══ Data extract ══

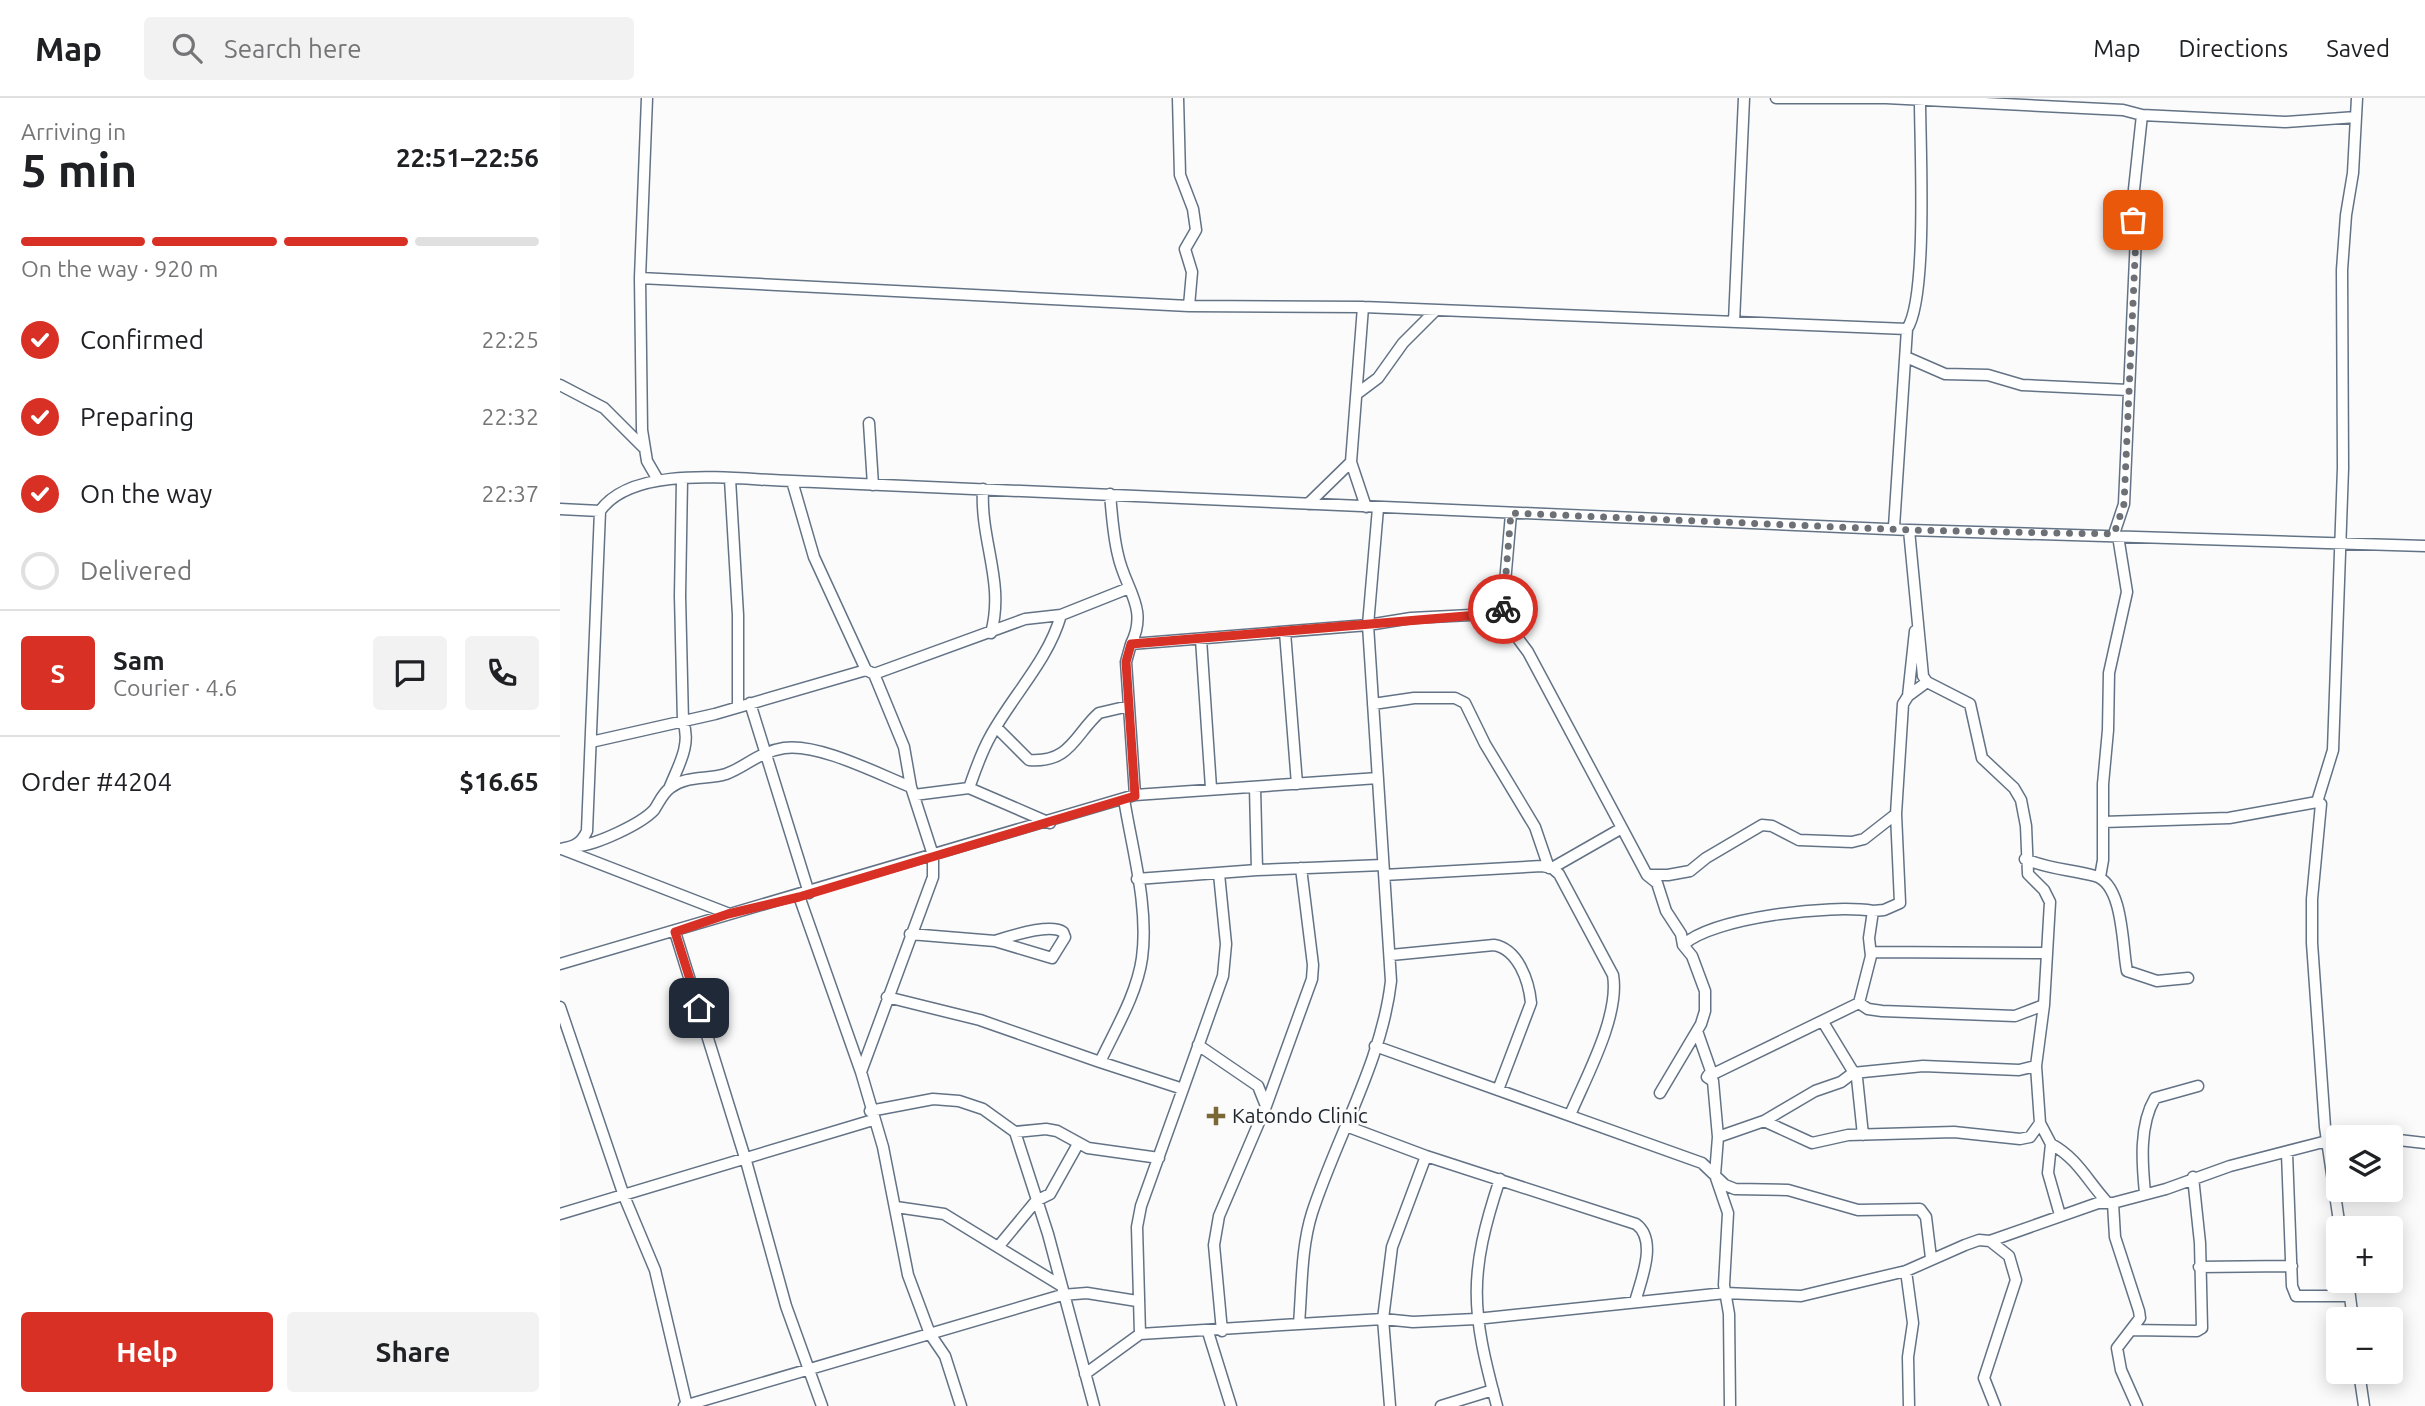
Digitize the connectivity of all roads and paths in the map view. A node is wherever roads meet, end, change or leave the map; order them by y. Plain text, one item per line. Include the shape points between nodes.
1 (647, 98) edge
2 (1178, 98) edge
3 (1744, 98) edge
4 (1776, 98) edge
5 (1886, 98) edge
6 (2357, 98) edge
7 (1920, 102) junction
8 (2142, 115) junction
9 (2356, 117) junction
10 (640, 278) junction
11 (1189, 306) junction
12 (1363, 307) junction
13 (1436, 310) junction
14 (1734, 322) junction
15 (1907, 329) junction
16 (1906, 357) junction
17 (560, 384) edge
18 (2128, 390) junction
19 (1358, 393) junction
20 (869, 423) dead end
21 (643, 447) junction
22 (1351, 462) junction
23 (682, 479) junction
24 (730, 479) junction
25 (657, 480) junction
26 (792, 481) junction
27 (873, 485) junction
28 (983, 489) junction
29 (1110, 495) junction
30 (1308, 503) junction
31 (1366, 507) junction
32 (1378, 508) junction
33 (560, 509) edge
34 (600, 511) junction
35 (1511, 513) junction
36 (1894, 527) junction
37 (1909, 530) junction
38 (2116, 535) junction
39 (2338, 543) junction
40 (2425, 546) edge
41 (1129, 588) junction
42 (997, 611) junction
43 (1061, 615) junction
44 (1502, 617) junction
45 (1919, 623) junction
46 (1012, 624) junction
47 (1368, 625) junction
48 (1138, 629) junction
49 (1285, 632) junction
50 (991, 633) junction
51 (1201, 639) junction
52 (1151, 640) junction
53 (1131, 644) junction
54 (870, 672) junction
55 (1927, 682) junction
56 (1908, 696) junction
57 (750, 703) junction
58 (1373, 704) junction
59 (1129, 706) junction
60 (738, 707) junction
61 (683, 722) junction
62 (996, 727) junction
63 (591, 742) junction
64 (768, 753) junction
65 (1378, 778) junction
66 (1297, 784) junction
67 (1255, 787) junction
68 (969, 788) junction
69 (1211, 788) junction
70 (669, 789) junction
71 (913, 791) junction
72 (1130, 797) junction
73 (2317, 802) junction
74 (1896, 814) junction
75 (1050, 822) junction
76 (2103, 822) junction
77 (1622, 828) junction
78 (574, 846) junction
79 (561, 849) edge
80 (933, 855) junction
81 (2025, 859) junction
82 (1301, 868) junction
83 (1551, 868) junction
84 (1257, 870) junction
85 (1383, 870) junction
86 (1219, 874) junction
87 (1647, 875) junction
88 (2100, 877) junction
89 (1137, 879) junction
90 (804, 895) junction
91 (1873, 911) junction
92 (728, 914) junction
93 (675, 932) junction
94 (910, 934) junction
95 (995, 941) junction
96 (1682, 945) junction
97 (1871, 952) junction
98 (2046, 953) junction
99 (1391, 955) junction
100 (560, 964) edge
101 (2188, 978) dead end
102 (887, 997) junction
103 (1859, 1003) junction
104 (2044, 1005) junction
105 (560, 1007) edge
106 (1822, 1022) junction
107 (1697, 1031) junction
108 (1198, 1045) junction
109 (1375, 1046) junction
110 (1100, 1062) junction
111 (2036, 1066) junction
112 (861, 1072) junction
113 (1853, 1073) junction
114 (1707, 1077) junction
115 (1275, 1084) junction
116 (1258, 1086) junction
117 (2198, 1086) dead end
118 (1183, 1089) junction
119 (1498, 1090) junction
120 (1660, 1093) dead end
121 (1266, 1106) junction
122 (872, 1115) junction
123 (1570, 1115) junction
124 (1764, 1121) junction
125 (2040, 1123) junction
126 (2330, 1125) edge
127 (1346, 1126) junction
128 (1015, 1132) junction
129 (1863, 1135) junction
130 (1718, 1138) junction
131 (2403, 1140) edge
132 (1077, 1143) junction
133 (2326, 1143) edge
134 (2425, 1143) edge
135 (2051, 1144) junction
136 (2287, 1153) junction
137 (1426, 1156) junction
138 (1159, 1158) junction
139 (746, 1161) junction
140 (1715, 1175) junction
141 (2193, 1177) junction
142 (1500, 1179) junction
143 (2145, 1193) junction
144 (624, 1196) junction
145 (1036, 1200) junction
146 (2110, 1202) junction
147 (896, 1208) junction
148 (560, 1214) edge
149 (2060, 1215) junction
150 (1990, 1241) junction
151 (998, 1247) junction
152 (1931, 1258) junction
153 (2292, 1266) junction
154 (2199, 1267) junction
155 (1906, 1271) junction
156 (1061, 1290) junction
157 (1725, 1293) junction
158 (2350, 1293) edge
159 (2350, 1296) junction
160 (1137, 1301) junction
161 (1635, 1302) junction
162 (2351, 1307) edge
163 (1383, 1319) junction
164 (1476, 1319) junction
165 (1299, 1324) junction
166 (2131, 1330) junction
167 (1222, 1331) junction
168 (1208, 1332) junction
169 (930, 1334) junction
170 (1140, 1334) junction
171 (810, 1367) junction
172 (1085, 1374) junction
173 (2361, 1384) edge
174 (1493, 1390) junction
175 (686, 1406) edge
176 (822, 1406) edge
177 (961, 1406) edge
178 (1094, 1406) edge
179 (1231, 1406) edge
180 (1390, 1406) edge
181 (1441, 1406) edge
182 (1497, 1406) edge
183 (1730, 1406) edge
184 (1909, 1406) edge
185 (1995, 1406) edge
186 (2137, 1406) edge
187 (2364, 1406) edge

1 - 10 street
2 - 11 street via 1180,176 1196,230 1185,249 1192,272
3 - 14 street
4 - 5 street
5 - 7 street
6 - 9 street
7 - 8 street via 2123,110
7 - 15 street via 1919,267 1914,315
8 - 9 street via 2285,122
8 - 18 street via 2133,208 2136,236
9 - 39 street via 2342,270 2343,468
10 - 11 street
10 - 21 street
11 - 12 street
12 - 13 street
12 - 19 street
13 - 14 street
13 - 19 street via 1403,343 1378,378
14 - 15 street
15 - 16 street
16 - 18 street via 1945,374 1989,375 2022,385
16 - 36 street
17 - 21 street via 604,408
18 - 38 street via 2124,504
19 - 22 street
20 - 27 street
21 - 25 street
22 - 30 street
22 - 31 street
23 - 24 street
23 - 25 street
23 - 61 street
24 - 26 street
24 - 60 street
25 - 34 street via 615,494
26 - 27 street
26 - 54 street via 814,557
27 - 28 street
28 - 29 street
28 - 42 street via 982,525
29 - 30 street
29 - 41 street via 1118,558
30 - 31 street
31 - 32 street
32 - 35 street
32 - 47 street
33 - 34 street
34 - 63 street
35 - 36 street
35 - 44 street
36 - 37 street
37 - 38 street
37 - 45 street
38 - 39 street
38 - 76 street via 2127,592 2109,673
39 - 40 street
39 - 73 street via 2333,750
41 - 43 street
41 - 48 street
42 - 46 street
42 - 50 street
43 - 46 street
43 - 62 street via 1032,674
44 - 47 street via 1411,618
44 - 77 street via 1528,652
45 - 55 street via 1920,663
45 - 56 street via 1912,639
46 - 50 street
47 - 49 street
47 - 58 street
48 - 52 street
48 - 53 street
49 - 51 street
49 - 66 street
50 - 54 street
51 - 52 street
51 - 69 street
52 - 53 street
53 - 59 street via 1126,662
54 - 57 street
54 - 71 street via 900,735
55 - 56 street
55 - 81 street via 1970,704 1982,758 2021,800
56 - 74 street via 1903,704
57 - 60 street
57 - 64 street
58 - 65 street
58 - 83 street via 1428,698 1455,698 1465,703 1535,827
59 - 62 street via 1098,713 1074,745 1038,760 1029,760
59 - 72 street
60 - 61 street
61 - 63 street
61 - 70 street via 686,743
62 - 68 street
63 - 78 street via 587,831 583,841
64 - 70 street via 723,775 689,778
64 - 71 street via 784,748 809,750
64 - 90 street
65 - 66 street
65 - 85 street
66 - 67 street
67 - 69 street
67 - 84 street
68 - 71 street
68 - 75 street
69 - 72 street
70 - 78 street via 652,811 597,843
71 - 80 street
72 - 75 street
72 - 89 street
73 - 76 street via 2229,818
73 - 126 street via 2321,803 2312,921
74 - 87 street via 1864,839 1852,842 1799,840 1762,825 1690,871
74 - 91 street via 1900,903
75 - 80 street
76 - 88 street
77 - 83 street
77 - 87 street
78 - 79 street
79 - 92 street
80 - 90 street
80 - 94 street via 933,877
81 - 88 street via 2054,870
81 - 98 street via 2028,874 2050,902
82 - 84 street
82 - 85 street
82 - 115 street via 1312,979
83 - 85 street
83 - 123 street via 1559,874 1614,985 1601,1040
84 - 86 street
85 - 99 street
86 - 89 street
86 - 108 street via 1226,959
87 - 96 street via 1657,883
88 - 101 street via 2120,912 2127,971 2157,981
89 - 110 street via 1142,960
90 - 92 street
90 - 112 street
91 - 96 street via 1786,912 1699,933
91 - 97 street
92 - 93 street
93 - 100 street
93 - 139 street
94 - 95 street
94 - 102 street
95 - 95 street via 1056,929 1065,937 1052,958
96 - 107 street via 1692,956 1705,991 1705,1011
97 - 98 street
97 - 103 street
98 - 104 street
99 - 109 street via 1388,1006
99 - 119 street via 1494,945 1515,957 1531,1003
102 - 110 street via 980,1020
102 - 112 street
103 - 104 street via 1882,1011 2015,1016
103 - 106 street
104 - 111 street
105 - 144 street
106 - 113 street
106 - 114 street
107 - 114 street via 1711,1071
107 - 120 street
108 - 116 street
108 - 118 street
109 - 119 street
109 - 127 street
110 - 118 street
111 - 113 street via 2020,1070 1873,1068
111 - 125 street
112 - 122 street
113 - 124 street
113 - 129 street via 1859,1083
114 - 130 street via 1713,1081
115 - 116 street
115 - 121 street
116 - 121 street
117 - 143 street via 2155,1098 2148,1110 2142,1167
118 - 138 street
119 - 123 street
121 - 167 street via 1219,1216 1214,1256
122 - 128 street via 933,1099 959,1101 983,1109
122 - 139 street
122 - 147 street
123 - 140 street via 1702,1163
124 - 129 street via 1812,1143 1827,1137
124 - 130 street
125 - 129 street via 2030,1137 2021,1139 1954,1132
125 - 135 street
127 - 137 street
127 - 165 street via 1312,1213
128 - 132 street via 1046,1129
128 - 145 street
130 - 140 street
131 - 134 street
132 - 138 street
132 - 145 street via 1050,1194
133 - 136 street
135 - 146 street via 2088,1174
135 - 149 street via 2048,1173
136 - 141 street
136 - 153 street
137 - 142 street
137 - 163 street via 1392,1247
138 - 160 street via 1140,1206
139 - 144 street
139 - 171 street via 778,1280
140 - 152 street via 1730,1187 1788,1190 1858,1210 1920,1209 1926,1217
140 - 157 street via 1728,1213
141 - 143 street
141 - 154 street
142 - 161 street via 1642,1228 1647,1247
142 - 164 street via 1476,1270
143 - 146 street
144 - 148 street
144 - 175 street via 655,1270
145 - 151 street
145 - 156 street
146 - 149 street
146 - 166 street via 2115,1237 2139,1311 2140,1318
147 - 151 street via 944,1214
147 - 169 street via 908,1275
149 - 150 street
150 - 152 street via 1979,1240
150 - 185 street via 2009,1256 2016,1280 1984,1378
151 - 156 street
152 - 155 street
153 - 154 street
153 - 159 street via 2296,1296
154 - 166 street via 2201,1331
155 - 157 street via 1801,1296
155 - 184 street via 1913,1323
156 - 160 street
156 - 169 street
156 - 172 street
157 - 161 street
157 - 183 street via 1730,1314
158 - 159 street
159 - 162 street
160 - 170 street
161 - 164 street
163 - 164 street
163 - 165 street
163 - 180 street
164 - 174 street
165 - 167 street
166 - 186 street via 2119,1343 2118,1355
167 - 168 street
168 - 170 street
168 - 179 street
169 - 171 street
169 - 177 street via 945,1356
170 - 172 street
171 - 175 street
171 - 176 street
172 - 178 street
173 - 187 street
174 - 181 street
174 - 182 street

═══

→ **What this task involves**
Every line holding the string "dead" should be copied here, so please find those lines in the data.

→ **Exercise answer**
20 (869, 423) dead end
101 (2188, 978) dead end
117 (2198, 1086) dead end
120 (1660, 1093) dead end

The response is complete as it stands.